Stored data

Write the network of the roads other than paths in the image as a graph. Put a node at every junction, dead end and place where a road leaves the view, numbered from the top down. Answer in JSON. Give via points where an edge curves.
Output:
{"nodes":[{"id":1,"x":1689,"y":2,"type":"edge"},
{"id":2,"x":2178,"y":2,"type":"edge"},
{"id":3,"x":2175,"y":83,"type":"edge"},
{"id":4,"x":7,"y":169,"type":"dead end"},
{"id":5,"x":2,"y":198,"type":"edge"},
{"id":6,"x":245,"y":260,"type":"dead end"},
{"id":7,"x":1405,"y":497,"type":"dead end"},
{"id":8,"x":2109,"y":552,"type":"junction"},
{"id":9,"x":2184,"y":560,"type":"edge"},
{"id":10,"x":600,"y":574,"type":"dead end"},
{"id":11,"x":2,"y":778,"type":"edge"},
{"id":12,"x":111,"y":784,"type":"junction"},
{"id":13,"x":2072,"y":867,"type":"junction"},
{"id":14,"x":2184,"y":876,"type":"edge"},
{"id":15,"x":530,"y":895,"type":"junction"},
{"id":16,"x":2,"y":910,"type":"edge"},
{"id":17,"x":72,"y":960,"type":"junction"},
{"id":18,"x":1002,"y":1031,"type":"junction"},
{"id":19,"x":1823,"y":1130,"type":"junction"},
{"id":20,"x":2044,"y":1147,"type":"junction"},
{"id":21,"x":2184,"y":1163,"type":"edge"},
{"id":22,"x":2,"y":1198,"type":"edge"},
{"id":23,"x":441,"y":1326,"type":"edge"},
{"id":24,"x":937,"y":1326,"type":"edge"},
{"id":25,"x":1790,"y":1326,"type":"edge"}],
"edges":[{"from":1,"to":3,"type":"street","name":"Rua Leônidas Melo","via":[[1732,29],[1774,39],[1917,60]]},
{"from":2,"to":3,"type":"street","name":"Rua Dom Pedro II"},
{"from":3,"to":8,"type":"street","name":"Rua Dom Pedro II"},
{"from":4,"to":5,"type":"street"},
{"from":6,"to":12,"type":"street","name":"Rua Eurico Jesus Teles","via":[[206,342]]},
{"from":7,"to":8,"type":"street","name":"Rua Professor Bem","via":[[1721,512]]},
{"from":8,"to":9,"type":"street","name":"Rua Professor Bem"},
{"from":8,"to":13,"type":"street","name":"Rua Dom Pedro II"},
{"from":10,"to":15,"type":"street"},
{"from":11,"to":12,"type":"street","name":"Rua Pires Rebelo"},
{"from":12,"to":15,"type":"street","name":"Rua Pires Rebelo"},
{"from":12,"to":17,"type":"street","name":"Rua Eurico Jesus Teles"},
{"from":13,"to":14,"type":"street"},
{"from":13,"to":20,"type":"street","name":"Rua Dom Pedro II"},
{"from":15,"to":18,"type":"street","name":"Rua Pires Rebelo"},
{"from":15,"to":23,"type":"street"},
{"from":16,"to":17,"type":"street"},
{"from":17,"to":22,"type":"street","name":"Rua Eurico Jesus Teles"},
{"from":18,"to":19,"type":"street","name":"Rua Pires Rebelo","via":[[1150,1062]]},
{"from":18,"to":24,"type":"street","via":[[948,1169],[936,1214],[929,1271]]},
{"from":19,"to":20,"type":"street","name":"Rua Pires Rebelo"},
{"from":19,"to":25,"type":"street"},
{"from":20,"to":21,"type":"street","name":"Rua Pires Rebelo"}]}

__Task details__. Search the records for the string "dead" and return every line in which it occurs.

__Written solution__.
Write the network of the roads other than paths in the image as a graph. Put a node at every junction, dead end and place where a road leaves the view, numbered from the top down. Answer in JSON. Give via points where an edge curves.
{"id":4,"x":7,"y":169,"type":"dead end"},
{"id":6,"x":245,"y":260,"type":"dead end"},
{"id":7,"x":1405,"y":497,"type":"dead end"},
{"id":10,"x":600,"y":574,"type":"dead end"},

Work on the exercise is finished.